I should be saying more about the beautiful Étienne, who is kind and smart and so obviously into Anna that it's hilarious that she wonders if he likes her or not, and yet any girl in her position would be wondering exactly the same thing. I really like that one of the things that Anna likes about him is his hands (and not just because the MC in the novel I'm working on happens to have a thing for the guy's hands, but that is probably part of it - heck, the fact that I'm working on a contemporary YA romance with a guy who obviously likes the girl and a girl who wonders whether he likes her or not (and who first meet by slamming into one another) predisposes me to love Étienne St. Clair and this story - but again, I digress. And if you're wondering, this is exactly how I write letters when I write them - lots of parentheses and digressions. Eep.)

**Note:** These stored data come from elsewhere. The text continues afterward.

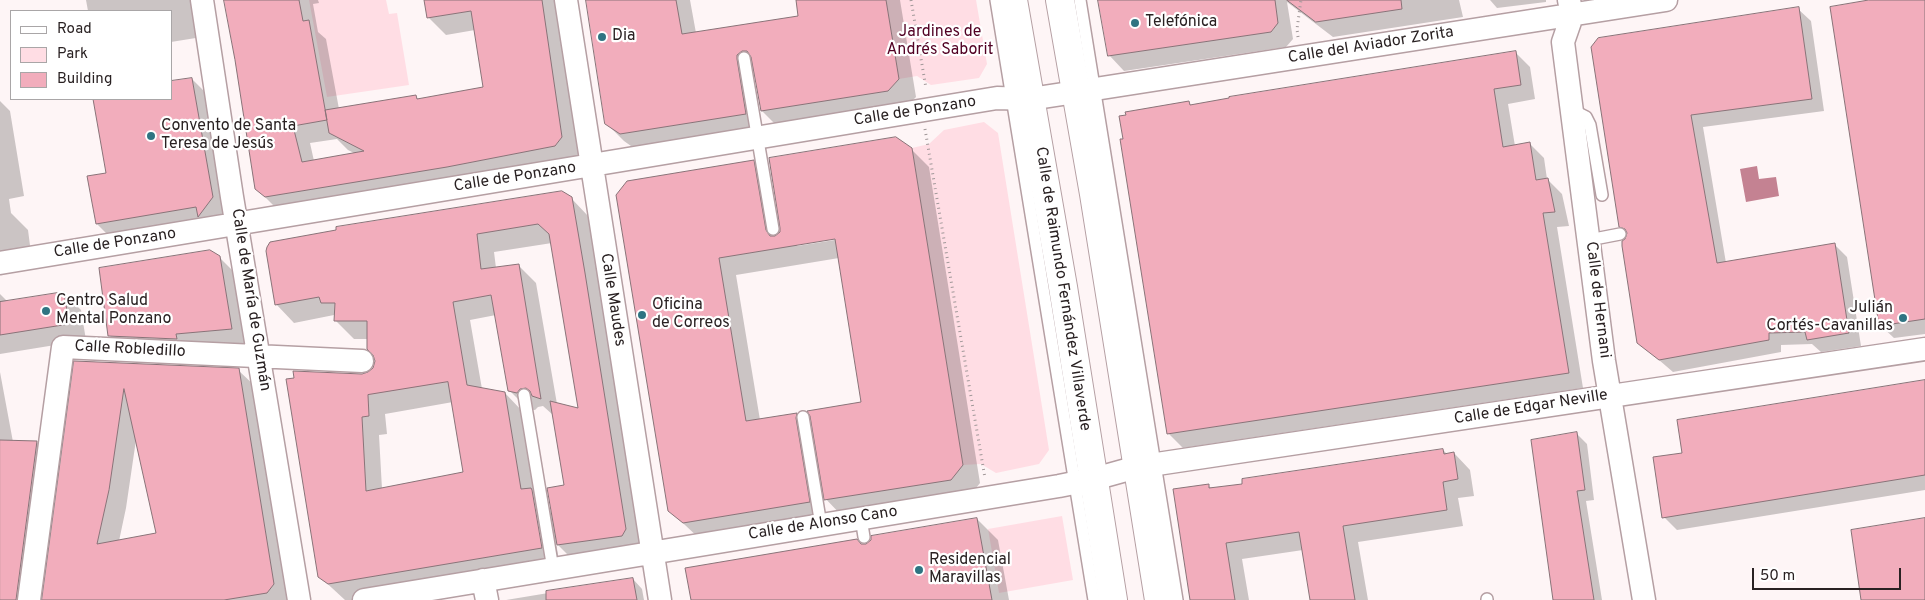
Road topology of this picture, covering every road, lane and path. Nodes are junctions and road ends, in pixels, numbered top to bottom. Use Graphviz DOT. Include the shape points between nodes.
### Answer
graph roads {
  1 [pos="202,0"];
  2 [pos="566,0"];
  3 [pos="911,0"];
  4 [pos="996,0"];
  5 [pos="1013,0"];
  6 [pos="1060,0"];
  7 [pos="1080,0"];
  8 [pos="1301,0"];
  9 [pos="1666,0"];
  10 [pos="1570,8"];
  11 [pos="1301,57"];
  12 [pos="744,58"];
  13 [pos="926,89"];
  14 [pos="1086,91"];
  15 [pos="1021,98"];
  16 [pos="1572,110"];
  17 [pos="925,128"];
  18 [pos="757,138"];
  19 [pos="592,166"];
  20 [pos="1602,195"];
  21 [pos="237,224"];
  22 [pos="773,229"];
  23 [pos="1620,234"];
  24 [pos="1589,240"];
  25 [pos="0,263"];
  26 [pos="1925,350"];
  27 [pos="259,357"];
  28 [pos="362,361"];
  29 [pos="524,395"];
  30 [pos="1611,396"];
  31 [pos="803,417"];
  32 [pos="1146,466"];
  33 [pos="985,480"];
  34 [pos="1084,480"];
  35 [pos="821,525"];
  36 [pos="653,552"];
  37 [pos="552,569"];
  38 [pos="485,590"];
  39 [pos="29,600"];
  40 [pos="300,600"];
  41 [pos="364,600"];
  42 [pos="660,600"];
  43 [pos="1094,600"];
  44 [pos="1113,600"];
  45 [pos="1159,600"];
  46 [pos="1177,600"];
  47 [pos="1644,600"];
  1 -- 21 [label="street, Calle de María de Guzmán"];
  2 -- 19 [label="street, Calle Maudes"];
  3 -- 13 [label="path"];
  4 -- 15 [label="lane"];
  5 -- 15 [label="main road, Calle de Raimundo Fernández Villaverde"];
  6 -- 14 [label="main road"];
  7 -- 14 [label="lane"];
  8 -- 11 [label="path" via="1297,29"];
  9 -- 10 [label="street, Calle del Aviador Zorita"];
  10 -- 11 [label="street, Calle del Aviador Zorita"];
  10 -- 16 [label="street, Calle de Hernani" via="1563,42"];
  11 -- 14 [label="street, Calle del Aviador Zorita"];
  12 -- 18 [label="lane"];
  14 -- 15 [label="street"];
  14 -- 32 [label="main road"];
  15 -- 18 [label="street, Calle de Ponzano" via="997,98"];
  15 -- 34 [label="main road, Calle de Raimundo Fernández Villaverde"];
  16 -- 20 [label="lane" via="1586,117 1590,125"];
  16 -- 24 [label="street, Calle de Hernani"];
  17 -- 33 [label="path"];
  18 -- 19 [label="street, Calle de Ponzano"];
  18 -- 22 [label="lane"];
  19 -- 21 [label="street, Calle de Ponzano"];
  19 -- 36 [label="street, Calle Maudes"];
  21 -- 25 [label="street, Calle de Ponzano"];
  21 -- 27 [label="street, Calle de María de Guzmán"];
  23 -- 24 [label="lane"];
  24 -- 30 [label="street, Calle de Hernani"];
  26 -- 30 [label="street, Calle de Edgar Neville"];
  27 -- 28 [label="street, Calle Robledillo"];
  27 -- 39 [label="street, Calle Robledillo" via="63,347"];
  27 -- 40 [label="street, Calle de María de Guzmán"];
  29 -- 37 [label="lane"];
  30 -- 32 [label="street, Calle de Edgar Neville"];
  30 -- 47 [label="street, Calle de Hernani"];
  31 -- 35 [label="lane"];
  32 -- 34 [label="street"];
  32 -- 45 [label="main road"];
  32 -- 46 [label="lane"];
  34 -- 35 [label="street, Calle de Alonso Cano" via="863,528"];
  34 -- 43 [label="lane"];
  34 -- 44 [label="main road, Calle de Raimundo Fernández Villaverde"];
  35 -- 36 [label="street, Calle de Alonso Cano"];
  36 -- 37 [label="street, Calle de Alonso Cano"];
  36 -- 42 [label="street, Calle Maudes"];
  37 -- 38 [label="street, Calle de Alonso Cano"];
  38 -- 41 [label="street, Calle de Alonso Cano"];
}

I'm so very glad that Kristina Duewell, your cover designer, got the guy just right. Not that you can see his beautiful face (which would be nice), but his hand is perfect - he has the hand of a man, not a boy, and that is one thing on which Anna remarks more than once, and seeing it done right on the cover made me pleased beyond belief. It's the small things, I guess.

I could tell from the start that this was a romance, so I expected the book to have a happy ending (and it had a most satisfying happy ending indeed). And I knew that it was going to take the whole school year to get there because hey, poor Anna was shipped off to boarding school so obviously the school year was our established time frame for story development. And I predicted a couple of the plot points - such as the exact cause of Anna's split from the boy she left at home - but I'm good with that, because while I saw it coming a mile away, Anna didn't. See, I was reading a romance novel, but Anna? Anna was just living her life, and she didn't see it coming at all, and I found that entirely plausible.

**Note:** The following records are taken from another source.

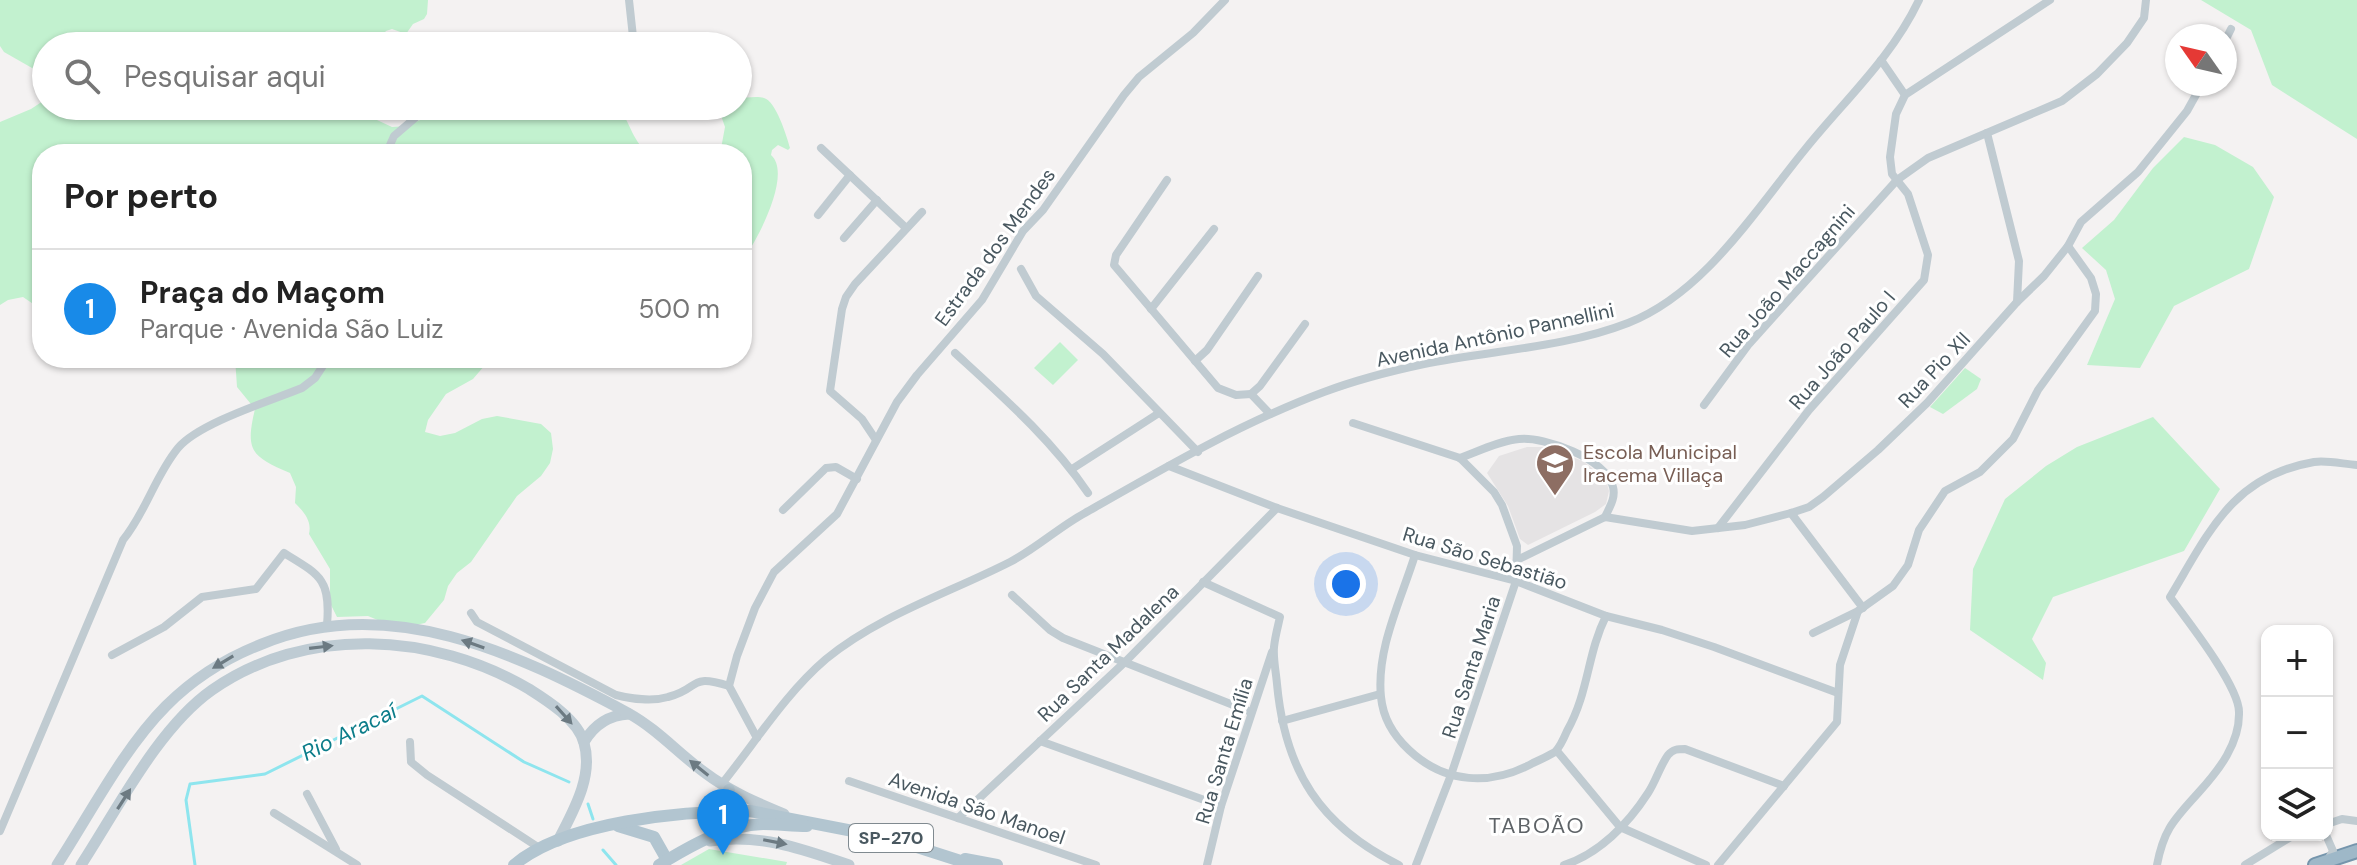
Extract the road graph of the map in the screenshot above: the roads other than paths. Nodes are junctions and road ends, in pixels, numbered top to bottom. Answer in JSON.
{"nodes":[{"id":1,"x":629,"y":0,"type":"edge"},
{"id":2,"x":1225,"y":0,"type":"edge"},
{"id":3,"x":1919,"y":0,"type":"edge"},
{"id":4,"x":2050,"y":0,"type":"edge"},
{"id":5,"x":2146,"y":0,"type":"edge"},
{"id":6,"x":632,"y":32,"type":"edge"},
{"id":7,"x":1881,"y":60,"type":"junction"},
{"id":8,"x":1905,"y":95,"type":"junction"},
{"id":9,"x":2195,"y":96,"type":"edge"},
{"id":10,"x":413,"y":120,"type":"edge"},
{"id":11,"x":1987,"y":133,"type":"junction"},
{"id":12,"x":390,"y":144,"type":"edge"},
{"id":13,"x":821,"y":148,"type":"dead end"},
{"id":14,"x":850,"y":175,"type":"junction"},
{"id":15,"x":1167,"y":180,"type":"dead end"},
{"id":16,"x":1897,"y":180,"type":"junction"},
{"id":17,"x":877,"y":200,"type":"junction"},
{"id":18,"x":922,"y":212,"type":"dead end"},
{"id":19,"x":818,"y":215,"type":"dead end"},
{"id":20,"x":905,"y":227,"type":"junction"},
{"id":21,"x":1214,"y":229,"type":"dead end"},
{"id":22,"x":844,"y":238,"type":"dead end"},
{"id":23,"x":2068,"y":246,"type":"junction"},
{"id":24,"x":1021,"y":269,"type":"dead end"},
{"id":25,"x":1258,"y":276,"type":"dead end"},
{"id":26,"x":2017,"y":302,"type":"junction"},
{"id":27,"x":1151,"y":309,"type":"junction"},
{"id":28,"x":1305,"y":324,"type":"dead end"},
{"id":29,"x":955,"y":353,"type":"dead end"},
{"id":30,"x":1195,"y":361,"type":"junction"},
{"id":31,"x":322,"y":368,"type":"edge"},
{"id":32,"x":1251,"y":394,"type":"junction"},
{"id":33,"x":1704,"y":405,"type":"dead end"},
{"id":34,"x":1159,"y":413,"type":"junction"},
{"id":35,"x":1270,"y":414,"type":"junction"},
{"id":36,"x":862,"y":419,"type":"junction"},
{"id":37,"x":1353,"y":423,"type":"dead end"},
{"id":38,"x":884,"y":425,"type":"junction"},
{"id":39,"x":876,"y":440,"type":"junction"},
{"id":40,"x":1198,"y":452,"type":"junction"},
{"id":41,"x":1460,"y":458,"type":"junction"},
{"id":42,"x":2357,"y":465,"type":"edge"},
{"id":43,"x":1169,"y":466,"type":"junction"},
{"id":44,"x":1072,"y":469,"type":"junction"},
{"id":45,"x":857,"y":479,"type":"junction"},
{"id":46,"x":1088,"y":493,"type":"dead end"},
{"id":47,"x":1277,"y":508,"type":"junction"},
{"id":48,"x":783,"y":510,"type":"dead end"},
{"id":49,"x":1791,"y":513,"type":"junction"},
{"id":50,"x":1605,"y":517,"type":"junction"},
{"id":51,"x":1718,"y":528,"type":"junction"},
{"id":52,"x":1415,"y":555,"type":"junction"},
{"id":53,"x":1517,"y":560,"type":"junction"},
{"id":54,"x":1516,"y":581,"type":"junction"},
{"id":55,"x":1203,"y":582,"type":"junction"},
{"id":56,"x":1012,"y":595,"type":"dead end"},
{"id":57,"x":1860,"y":609,"type":"junction"},
{"id":58,"x":471,"y":613,"type":"dead end"},
{"id":59,"x":1606,"y":616,"type":"junction"},
{"id":60,"x":327,"y":625,"type":"junction"},
{"id":61,"x":1813,"y":633,"type":"dead end"},
{"id":62,"x":1274,"y":647,"type":"junction"},
{"id":63,"x":112,"y":655,"type":"dead end"},
{"id":64,"x":1126,"y":661,"type":"junction"},
{"id":65,"x":729,"y":686,"type":"junction"},
{"id":66,"x":1838,"y":693,"type":"junction"},
{"id":67,"x":1380,"y":694,"type":"junction"},
{"id":68,"x":1251,"y":712,"type":"junction"},
{"id":69,"x":630,"y":714,"type":"junction"},
{"id":70,"x":1282,"y":721,"type":"junction"},
{"id":71,"x":757,"y":738,"type":"junction"},
{"id":72,"x":1040,"y":741,"type":"junction"},
{"id":73,"x":410,"y":742,"type":"dead end"},
{"id":74,"x":584,"y":742,"type":"junction"},
{"id":75,"x":1557,"y":751,"type":"junction"},
{"id":76,"x":1451,"y":775,"type":"junction"},
{"id":77,"x":849,"y":781,"type":"dead end"},
{"id":78,"x":1784,"y":786,"type":"junction"},
{"id":79,"x":725,"y":787,"type":"junction"},
{"id":80,"x":307,"y":794,"type":"dead end"},
{"id":81,"x":1221,"y":806,"type":"junction"},
{"id":82,"x":727,"y":811,"type":"junction"},
{"id":83,"x":274,"y":813,"type":"dead end"},
{"id":84,"x":792,"y":817,"type":"junction"},
{"id":85,"x":958,"y":818,"type":"junction"},
{"id":86,"x":320,"y":820,"type":"junction"},
{"id":87,"x":2357,"y":821,"type":"edge"},
{"id":88,"x":2333,"y":822,"type":"edge"},
{"id":89,"x":614,"y":824,"type":"junction"},
{"id":90,"x":830,"y":825,"type":"junction"},
{"id":91,"x":1620,"y":827,"type":"junction"},
{"id":92,"x":0,"y":831,"type":"edge"},
{"id":93,"x":305,"y":833,"type":"junction"},
{"id":94,"x":558,"y":841,"type":"junction"},
{"id":95,"x":702,"y":841,"type":"junction"},
{"id":96,"x":2284,"y":841,"type":"edge"},
{"id":97,"x":2329,"y":841,"type":"edge"},
{"id":98,"x":336,"y":849,"type":"junction"},
{"id":99,"x":541,"y":849,"type":"junction"},
{"id":100,"x":2357,"y":851,"type":"edge"},
{"id":101,"x":950,"y":856,"type":"junction"},
{"id":102,"x":819,"y":860,"type":"edge"},
{"id":103,"x":663,"y":862,"type":"edge"},
{"id":104,"x":2321,"y":863,"type":"edge"},
{"id":105,"x":57,"y":865,"type":"edge"},
{"id":106,"x":81,"y":865,"type":"edge"},
{"id":107,"x":357,"y":865,"type":"edge"},
{"id":108,"x":514,"y":865,"type":"edge"},
{"id":109,"x":849,"y":865,"type":"edge"},
{"id":110,"x":973,"y":865,"type":"edge"},
{"id":111,"x":997,"y":865,"type":"edge"},
{"id":112,"x":1096,"y":865,"type":"edge"},
{"id":113,"x":1207,"y":865,"type":"edge"},
{"id":114,"x":1399,"y":865,"type":"edge"},
{"id":115,"x":1416,"y":865,"type":"edge"},
{"id":116,"x":1564,"y":865,"type":"edge"},
{"id":117,"x":1706,"y":865,"type":"edge"},
{"id":118,"x":1718,"y":865,"type":"edge"},
{"id":119,"x":2157,"y":865,"type":"edge"},
{"id":120,"x":2245,"y":865,"type":"edge"}],
"edges":[{"from":1,"to":6,"type":"street"},
{"from":2,"to":38,"type":"street","name":"Estrada dos Mendes"},
{"from":3,"to":7,"type":"street","name":"Avenida Antônio Pannellini"},
{"from":4,"to":8,"type":"street"},
{"from":5,"to":11,"type":"street","name":"Rua João Maccagnini"},
{"from":7,"to":8,"type":"street"},
{"from":7,"to":35,"type":"street","name":"Avenida Antônio Pannellini"},
{"from":8,"to":16,"type":"street","name":"Rua João Paulo I"},
{"from":9,"to":23,"type":"street","name":"Rua Pio XII"},
{"from":10,"to":12,"type":"street"},
{"from":11,"to":16,"type":"street","name":"Rua João Maccagnini"},
{"from":11,"to":26,"type":"street"},
{"from":13,"to":14,"type":"street"},
{"from":14,"to":17,"type":"street"},
{"from":14,"to":19,"type":"street"},
{"from":15,"to":27,"type":"street"},
{"from":16,"to":33,"type":"street","name":"Rua João Maccagnini"},
{"from":16,"to":51,"type":"street","name":"Rua João Paulo I"},
{"from":17,"to":20,"type":"street"},
{"from":17,"to":22,"type":"street"},
{"from":18,"to":20,"type":"street"},
{"from":20,"to":36,"type":"street"},
{"from":21,"to":27,"type":"street"},
{"from":23,"to":26,"type":"street","name":"Rua Pio XII"},
{"from":23,"to":57,"type":"street"},
{"from":24,"to":34,"type":"street"},
{"from":25,"to":30,"type":"street"},
{"from":26,"to":49,"type":"street","name":"Rua Pio XII"},
{"from":27,"to":30,"type":"street"},
{"from":28,"to":32,"type":"street"},
{"from":29,"to":44,"type":"street"},
{"from":30,"to":32,"type":"street"},
{"from":31,"to":92,"type":"street"},
{"from":32,"to":35,"type":"street"},
{"from":34,"to":40,"type":"street"},
{"from":34,"to":44,"type":"street"},
{"from":35,"to":40,"type":"street","name":"Avenida Antônio Pannellini"},
{"from":36,"to":38,"type":"street"},
{"from":36,"to":39,"type":"street"},
{"from":37,"to":41,"type":"street","name":"Rua Santa Maria"},
{"from":38,"to":39,"type":"street","name":"Estrada dos Mendes"},
{"from":39,"to":45,"type":"street","name":"Estrada dos Mendes"},
{"from":40,"to":43,"type":"street","name":"Avenida Antônio Pannellini"},
{"from":41,"to":50,"type":"street"},
{"from":41,"to":53,"type":"street","name":"Rua Santa Maria"},
{"from":42,"to":119,"type":"street"},
{"from":43,"to":47,"type":"street","name":"Rua São Sebastião"},
{"from":43,"to":71,"type":"street","name":"Avenida Antônio Pannellini"},
{"from":44,"to":46,"type":"street"},
{"from":45,"to":48,"type":"street"},
{"from":45,"to":65,"type":"street","name":"Estrada dos Mendes"},
{"from":47,"to":52,"type":"street","name":"Rua São Sebastião"},
{"from":47,"to":55,"type":"street","name":"Rua Santa Madalena"},
{"from":49,"to":51,"type":"street","name":"Rua Pio XII"},
{"from":49,"to":57,"type":"street"},
{"from":50,"to":51,"type":"street","name":"Rua Pio XII"},
{"from":50,"to":53,"type":"street"},
{"from":52,"to":54,"type":"street","name":"Rua São Sebastião"},
{"from":52,"to":67,"type":"street"},
{"from":53,"to":54,"type":"street","name":"Rua Santa Maria"},
{"from":54,"to":59,"type":"street","name":"Rua São Sebastião"},
{"from":54,"to":76,"type":"street","name":"Rua Santa Maria"},
{"from":55,"to":62,"type":"street"},
{"from":55,"to":64,"type":"street","name":"Rua Santa Madalena"},
{"from":56,"to":64,"type":"street"},
{"from":57,"to":61,"type":"street"},
{"from":57,"to":66,"type":"street"},
{"from":58,"to":65,"type":"street"},
{"from":59,"to":66,"type":"street","name":"Rua São Sebastião"},
{"from":59,"to":75,"type":"street"},
{"from":60,"to":63,"type":"street"},
{"from":69,"to":60,"type":"main road","one_way":true},
{"from":60,"to":105,"type":"main road","one_way":true},
{"from":62,"to":68,"type":"street","name":"Rua Santa Emília"},
{"from":62,"to":70,"type":"street"},
{"from":64,"to":68,"type":"street"},
{"from":64,"to":72,"type":"street","name":"Rua Santa Madalena"},
{"from":65,"to":71,"type":"street"},
{"from":66,"to":78,"type":"street"},
{"from":67,"to":70,"type":"street"},
{"from":67,"to":76,"type":"street"},
{"from":68,"to":81,"type":"street","name":"Rua Santa Emília"},
{"from":69,"to":74,"type":"main road"},
{"from":79,"to":69,"type":"main road","one_way":true},
{"from":70,"to":114,"type":"street"},
{"from":71,"to":79,"type":"street","name":"Avenida Antônio Pannellini"},
{"from":72,"to":81,"type":"street"},
{"from":72,"to":85,"type":"street","name":"Rua Santa Madalena"},
{"from":73,"to":99,"type":"street"},
{"from":74,"to":94,"type":"main road"},
{"from":106,"to":74,"type":"main road","one_way":true},
{"from":75,"to":76,"type":"street"},
{"from":75,"to":91,"type":"street"},
{"from":76,"to":115,"type":"street","name":"Rua Santa Maria"},
{"from":77,"to":85,"type":"street","name":"Avenida São Manoel"},
{"from":78,"to":91,"type":"street"},
{"from":78,"to":118,"type":"street"},
{"from":79,"to":82,"type":"main road"},
{"from":79,"to":84,"type":"main road"},
{"from":80,"to":86,"type":"street"},
{"from":81,"to":113,"type":"street","name":"Rua Santa Emília"},
{"from":82,"to":84,"type":"main road","number":"SP-270"},
{"from":82,"to":89,"type":"main road","number":"SP-270"},
{"from":82,"to":95,"type":"main road"},
{"from":83,"to":93,"type":"street"},
{"from":84,"to":90,"type":"main road","number":"SP-270"},
{"from":85,"to":112,"type":"street","name":"Avenida São Manoel"},
{"from":86,"to":93,"type":"street"},
{"from":86,"to":98,"type":"street"},
{"from":87,"to":88,"type":"street"},
{"from":89,"to":94,"type":"main road","number":"SP-270"},
{"from":89,"to":103,"type":"main road"},
{"from":90,"to":95,"type":"main road"},
{"from":90,"to":101,"type":"main road","number":"SP-270"},
{"from":91,"to":116,"type":"street"},
{"from":91,"to":117,"type":"street"},
{"from":93,"to":98,"type":"street"},
{"from":94,"to":99,"type":"main road","number":"SP-270"},
{"from":95,"to":102,"type":"main road","one_way":true},
{"from":95,"to":103,"type":"main road"},
{"from":96,"to":120,"type":"street"},
{"from":97,"to":104,"type":"street"},
{"from":98,"to":107,"type":"street"},
{"from":99,"to":108,"type":"main road","number":"SP-270"},
{"from":100,"to":104,"type":"highway"},
{"from":101,"to":110,"type":"main road","number":"SP-270"},
{"from":101,"to":111,"type":"main road","number":"SP-270"},
{"from":102,"to":109,"type":"main road"}]}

I loved how details and behaviors came into play. Early on, Anna is reminded that her dorm door locks automatically behind her - and sure enough there comes a time when she gets locked out of her room. Even though I'm dying for Étienne to ditch his girlfriend Ellie, I love how he's such a steady guy that he regularly schleps across Paris to visit her at her college. I also love that he's afraid of heights, and how all those things come back later in the book.

So, to sum up, Stephanie, I loved your book. And we should totally be friends. If you want. No pressure.

Most sincerely,
Kelly Ramsdell Fineman

Kiva - loans that change lives


Lale said...

Fab post :) Although I've professed my love for Anna in various forums since I read it, I never managed to actually give concrete examples, and I completely agree with yours!

Kelly Fineman said...

It's such a fabulous book - I've already re-read it once, and I fully intend to do so again in the future!